WASHINGTON — Contrary to what you may have heard from its relentless critics, the Affordable Care Act will make more health care of higher quality available to more Americans than ever before.

Claims that it will create a doctor shortage are just the latest attempt to undermine support for the greatest improvement in our nation's health care system in almost half a century.

The United States is indeed facing a shortage of doctors — especially of general practitioners — but health care reform is not the cause.

Rather, as a scholarly study published by the Annals of Family Medicine last year determined, population growth and population aging over the next dozen years will cause 85 percent of the increased need for physicians. Expanded access to medical services offered by the ACA — which we should all agree is a good thing — is responsible for just 15 percent of the shortfall.

In other words, even if we hadn't reformed the health system to give 30 million previously uninsured people access to timely, economical medical care, we would still need a lot more doctors to care for a country that's getting bigger and older all the time.

Why does extending coverage to all those uninsured Americans contribute so little to the doctor shortage?

One reason is that many people were already seeking treatment — although not frequently enough — and usually only in an emergency, when outcomes are worse and costs higher. Also, many of the newly insured will be young and healthy, and so won't be using many medical services again, until a catastrophe hits, at which point we'll all be glad they're insured.

Though Washington didn't cause the impending doctor shortage through health care expansion, it did cause it through irresponsible budgeting.
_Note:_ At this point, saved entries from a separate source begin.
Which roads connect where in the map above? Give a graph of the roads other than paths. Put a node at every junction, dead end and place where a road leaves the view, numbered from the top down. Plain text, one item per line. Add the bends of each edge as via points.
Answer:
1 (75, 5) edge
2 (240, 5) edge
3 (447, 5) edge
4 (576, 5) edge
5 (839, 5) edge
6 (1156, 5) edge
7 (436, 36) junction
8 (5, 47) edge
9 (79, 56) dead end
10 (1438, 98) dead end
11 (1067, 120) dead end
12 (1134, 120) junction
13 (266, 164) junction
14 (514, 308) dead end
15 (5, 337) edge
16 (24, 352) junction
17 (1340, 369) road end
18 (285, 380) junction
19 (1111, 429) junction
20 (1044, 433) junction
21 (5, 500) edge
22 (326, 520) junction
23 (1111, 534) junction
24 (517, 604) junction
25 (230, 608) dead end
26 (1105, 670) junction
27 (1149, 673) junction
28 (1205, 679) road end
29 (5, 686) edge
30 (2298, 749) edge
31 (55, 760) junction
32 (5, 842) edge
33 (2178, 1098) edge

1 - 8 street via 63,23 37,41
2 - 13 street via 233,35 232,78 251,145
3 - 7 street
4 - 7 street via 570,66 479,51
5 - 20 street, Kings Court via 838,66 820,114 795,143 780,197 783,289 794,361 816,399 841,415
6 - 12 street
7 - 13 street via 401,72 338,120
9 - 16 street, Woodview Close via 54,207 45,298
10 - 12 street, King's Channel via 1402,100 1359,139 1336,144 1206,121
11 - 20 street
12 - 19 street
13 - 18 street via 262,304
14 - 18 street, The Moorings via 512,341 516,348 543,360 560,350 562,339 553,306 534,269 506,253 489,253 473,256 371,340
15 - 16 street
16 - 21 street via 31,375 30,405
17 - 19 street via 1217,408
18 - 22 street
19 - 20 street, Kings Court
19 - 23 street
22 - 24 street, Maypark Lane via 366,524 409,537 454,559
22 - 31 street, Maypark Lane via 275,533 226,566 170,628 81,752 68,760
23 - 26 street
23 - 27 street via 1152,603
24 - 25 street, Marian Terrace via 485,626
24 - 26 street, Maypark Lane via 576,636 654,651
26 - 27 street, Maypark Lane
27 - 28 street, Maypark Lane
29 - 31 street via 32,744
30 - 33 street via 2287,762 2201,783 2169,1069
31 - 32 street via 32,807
The federal government pays for most medical residencies, and ever since 1997 — an earlier period of budget "austerity" — the number of resident slots has been capped. Medical schools could turn out more graduates, but hesitate to do so when there are too few residency positions available to accept them.

There's a bipartisan bill in Congress right now to increase residency funding. Unfortunately, it's running into the same shortsighted, indiscriminate budget-cutting mentality that's threatening Head Start for our kids, Meals on Wheels for our seniors, and important scientific research for all of us.

Everyone concerned about the looming doctor shortage should urge Congress to put aside "sequester thinking" and provide adequate funding of medical residency programs.

And instead of finding false problems with the ACA, let's review all the benefits the law has brought and will bring to the American public, including those who are already insured.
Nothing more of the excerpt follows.